EXERCISE -> Some lines of these records may hold the word "rotate"; state how many, using only the number.
┌────────
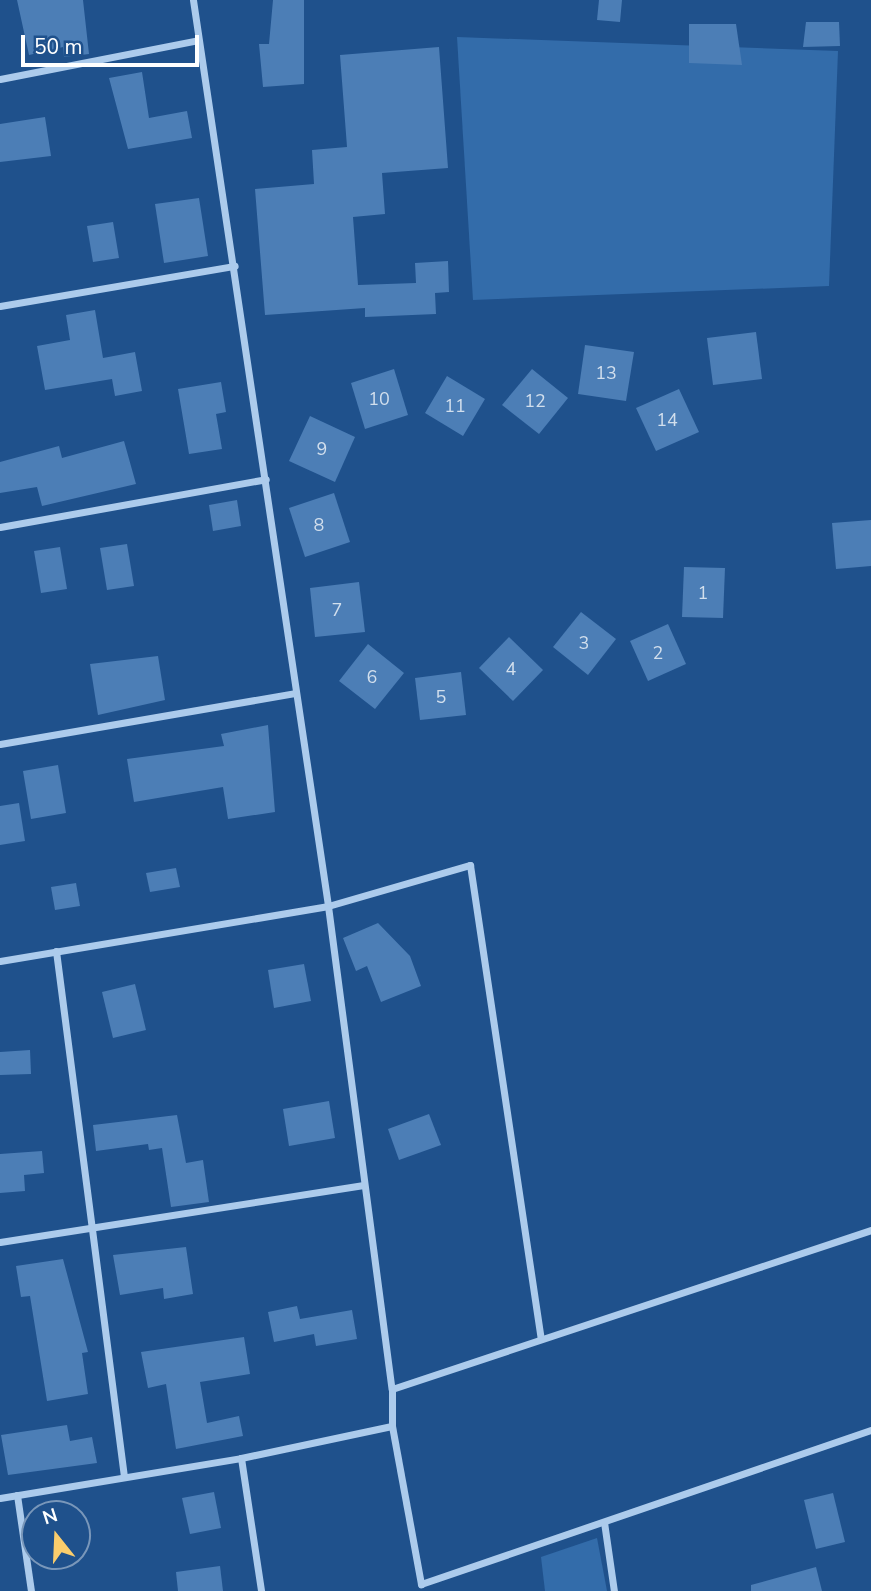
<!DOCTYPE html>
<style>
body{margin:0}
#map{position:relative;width:871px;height:1591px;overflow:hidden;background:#1f518c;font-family:"Nunito Sans",sans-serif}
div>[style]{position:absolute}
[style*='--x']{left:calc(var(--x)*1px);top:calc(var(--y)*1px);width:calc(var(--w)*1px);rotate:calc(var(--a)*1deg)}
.green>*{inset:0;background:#336caa}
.building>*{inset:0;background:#4c7eb6}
.street>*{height:7px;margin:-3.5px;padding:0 3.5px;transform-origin:3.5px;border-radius:3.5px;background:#accbec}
span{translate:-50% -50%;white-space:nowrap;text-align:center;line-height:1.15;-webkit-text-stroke:7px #1f518c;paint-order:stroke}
.number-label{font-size:18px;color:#d2dfed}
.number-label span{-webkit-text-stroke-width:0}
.north{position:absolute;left:21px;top:1500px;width:70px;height:70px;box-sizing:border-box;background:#1f518c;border:2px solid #7997ba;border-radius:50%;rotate:342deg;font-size:19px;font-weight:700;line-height:28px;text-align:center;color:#fff}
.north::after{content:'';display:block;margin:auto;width:24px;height:32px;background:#facd6c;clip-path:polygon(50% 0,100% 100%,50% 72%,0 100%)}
.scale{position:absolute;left:21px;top:35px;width:178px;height:32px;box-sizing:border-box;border:4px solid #fff;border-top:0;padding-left:9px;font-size:21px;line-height:24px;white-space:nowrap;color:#fff;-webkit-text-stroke:5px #1f518c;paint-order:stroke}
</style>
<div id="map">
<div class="green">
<i style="clip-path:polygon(457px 37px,838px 51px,829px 286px,473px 300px)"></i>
<i style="clip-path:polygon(597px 1538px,607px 1591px,545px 1591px,541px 1557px)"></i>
</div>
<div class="building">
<i style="clip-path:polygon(17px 0,83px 0,89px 54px,64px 57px,63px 47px,29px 55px)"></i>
<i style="clip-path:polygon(273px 0,304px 0,304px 84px,263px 87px,259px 44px,269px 44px)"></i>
<i style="clip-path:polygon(599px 0,622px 0,620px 22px,597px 20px)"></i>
<i style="clip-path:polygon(806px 22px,839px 22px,840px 46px,803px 47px)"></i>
<i style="clip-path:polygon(689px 24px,736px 24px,742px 65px,689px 63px)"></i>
<i style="clip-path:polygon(439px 47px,448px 168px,382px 173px,385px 214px,353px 217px,358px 285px,416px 283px,415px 263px,448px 261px,449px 292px,435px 293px,436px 314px,365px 317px,365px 308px,265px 315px,255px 189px,314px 184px,312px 150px,347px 147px,340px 55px)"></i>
<i style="clip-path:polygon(142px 72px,149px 118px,187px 111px,192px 138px,128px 149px,109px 78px)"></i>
<i style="clip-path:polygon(45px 117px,51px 156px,0 162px,0 124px)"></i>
<i style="clip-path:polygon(199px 198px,208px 256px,164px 263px,155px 204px)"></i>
<i style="clip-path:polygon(113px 222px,119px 258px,93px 262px,87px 226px)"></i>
<i style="clip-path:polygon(95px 310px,103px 358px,135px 352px,142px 391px,115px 396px,112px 379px,45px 390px,37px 346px,70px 340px,66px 315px)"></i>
<i style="clip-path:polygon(756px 332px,762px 379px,713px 385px,707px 338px)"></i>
<i style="clip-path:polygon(585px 345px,634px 352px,626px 401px,578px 394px)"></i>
<i style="clip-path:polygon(394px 369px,408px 415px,365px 429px,351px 383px)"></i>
<i style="clip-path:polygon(532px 369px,568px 398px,539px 434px,502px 405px)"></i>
<i style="clip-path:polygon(447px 376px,485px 399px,463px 436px,425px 413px)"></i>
<i style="clip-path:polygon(221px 382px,226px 412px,216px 414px,222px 449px,189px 454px,178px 389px)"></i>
<i style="clip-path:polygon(679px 389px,699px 432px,656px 451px,636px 408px)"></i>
<i style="clip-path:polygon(310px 416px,355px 437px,335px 482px,289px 461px)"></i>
<i style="clip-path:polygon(124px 441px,136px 484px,42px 506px,37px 487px,0 493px,0 462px,59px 446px,62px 458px)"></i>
<i style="clip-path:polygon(334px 493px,350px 542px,305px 557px,289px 508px)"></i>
<i style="clip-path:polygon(237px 500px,241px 526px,213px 531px,209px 505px)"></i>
<i style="clip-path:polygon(871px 520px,871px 566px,836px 569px,832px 523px)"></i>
<i style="clip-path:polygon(127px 544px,134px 586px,107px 590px,100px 548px)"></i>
<i style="clip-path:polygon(60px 547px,67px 589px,41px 593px,34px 551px)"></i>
<i style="clip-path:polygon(684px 567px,725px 568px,723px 618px,682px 617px)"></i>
<i style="clip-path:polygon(359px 582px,365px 632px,315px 637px,310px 588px)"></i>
<i style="clip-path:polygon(581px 612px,616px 639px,588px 675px,553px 647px)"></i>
<i style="clip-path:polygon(668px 624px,686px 664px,648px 681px,630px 641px)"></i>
<i style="clip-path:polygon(509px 637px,543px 670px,513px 701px,479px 668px)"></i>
<i style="clip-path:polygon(368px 644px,404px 673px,375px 709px,339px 681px)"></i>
<i style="clip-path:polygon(158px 656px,165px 700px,98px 715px,90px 664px)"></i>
<i style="clip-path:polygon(461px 672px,466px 715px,420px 720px,415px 678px)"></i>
<i style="clip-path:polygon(268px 725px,275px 812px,228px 819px,223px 787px,134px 802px,127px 759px,224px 746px,221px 734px)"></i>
<i style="clip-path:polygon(58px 765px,66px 813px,31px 819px,23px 771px)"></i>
<i style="clip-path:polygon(19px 803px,25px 841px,0 845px,0 806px)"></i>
<i style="clip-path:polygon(176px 868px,180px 887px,150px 892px,146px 873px)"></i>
<i style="clip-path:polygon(76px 883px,80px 906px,55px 910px,51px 887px)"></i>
<i style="clip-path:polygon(378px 923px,410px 956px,421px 986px,381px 1002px,367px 966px,356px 971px,343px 938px)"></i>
<i style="clip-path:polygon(304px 964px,311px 1001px,274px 1008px,268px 970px)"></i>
<i style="clip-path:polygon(135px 984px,146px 1030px,113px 1038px,102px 992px)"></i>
<i style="clip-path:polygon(30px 1050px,31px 1074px,0 1075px,0 1052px)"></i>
<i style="clip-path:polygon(329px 1101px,335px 1138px,289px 1146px,283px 1109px)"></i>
<i style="clip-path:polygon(429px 1114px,441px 1145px,399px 1160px,388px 1129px)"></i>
<i style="clip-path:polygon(177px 1115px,186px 1163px,203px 1160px,209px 1202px,171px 1207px,162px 1148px,149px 1150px,148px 1144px,96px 1151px,93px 1125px)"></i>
<i style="clip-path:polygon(42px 1151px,44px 1173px,24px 1175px,25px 1191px,0 1193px,0 1154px)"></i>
<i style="clip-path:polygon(186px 1247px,193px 1294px,164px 1299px,163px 1288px,120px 1295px,113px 1255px)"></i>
<i style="clip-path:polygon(63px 1259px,88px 1352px,82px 1353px,88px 1394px,47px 1401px,30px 1296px,21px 1297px,16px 1266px)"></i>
<i style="clip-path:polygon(297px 1306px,300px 1319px,352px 1310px,357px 1339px,316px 1346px,314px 1334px,274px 1342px,268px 1312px)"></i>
<i style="clip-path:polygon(244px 1337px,250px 1374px,200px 1382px,207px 1423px,239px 1416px,243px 1436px,176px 1449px,166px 1384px,148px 1388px,141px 1352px)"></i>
<i style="clip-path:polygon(67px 1425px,70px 1441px,92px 1437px,97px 1463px,8px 1475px,1px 1435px)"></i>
<i style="clip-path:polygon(214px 1492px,221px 1528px,190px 1534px,182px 1498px)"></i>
<i style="clip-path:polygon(833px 1493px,845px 1542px,816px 1549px,804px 1500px)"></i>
<i style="clip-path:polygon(220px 1566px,223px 1591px,178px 1591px,176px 1572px)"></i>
<i style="clip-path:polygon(816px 1567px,822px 1591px,751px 1591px,751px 1585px)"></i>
</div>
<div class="street">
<i style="--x:193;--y:0;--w:916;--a:81.52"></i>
<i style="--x:328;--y:906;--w:487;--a:82.5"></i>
<i style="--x:0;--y:79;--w:202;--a:-11.1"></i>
<i style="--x:0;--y:306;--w:238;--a:-9.7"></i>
<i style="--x:0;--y:527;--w:270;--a:-10.2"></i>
<i style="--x:0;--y:744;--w:299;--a:-9.8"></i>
<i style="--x:56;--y:951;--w:530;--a:82.63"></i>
<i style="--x:0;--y:961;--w:333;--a:-9.5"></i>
<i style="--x:328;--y:906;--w:148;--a:-16.1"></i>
<i style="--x:470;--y:865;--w:479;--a:81.5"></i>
<i style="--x:0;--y:1242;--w:368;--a:-8.9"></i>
<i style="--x:392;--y:1426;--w:161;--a:79.6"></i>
<i style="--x:421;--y:1584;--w:476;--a:-18.9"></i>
<i style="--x:241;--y:1458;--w:134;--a:81.4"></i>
<i style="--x:17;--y:1495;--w:97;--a:81.7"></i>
<i style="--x:0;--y:1498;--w:244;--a:-9.4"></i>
<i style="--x:241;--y:1458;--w:154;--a:-12"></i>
<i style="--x:392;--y:1426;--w:37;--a:-90"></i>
<i style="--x:392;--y:1389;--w:505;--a:-18.36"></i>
<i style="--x:604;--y:1522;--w:70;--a:81.8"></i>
</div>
<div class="number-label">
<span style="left:606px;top:373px">13</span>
<span style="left:379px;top:399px">10</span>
<span style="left:535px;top:401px">12</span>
<span style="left:455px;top:406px">11</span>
<span style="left:667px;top:420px">14</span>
<span style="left:322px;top:449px">9</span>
<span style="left:319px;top:525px">8</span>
<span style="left:703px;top:593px">1</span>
<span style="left:337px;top:610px">7</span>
<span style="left:584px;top:643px">3</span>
<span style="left:658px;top:653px">2</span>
<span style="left:511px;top:669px">4</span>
<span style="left:372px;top:677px">6</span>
<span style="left:441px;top:697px">5</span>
</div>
<div class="north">N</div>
<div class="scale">50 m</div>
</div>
└────────
RESULT OF THE EXERCISE -> 2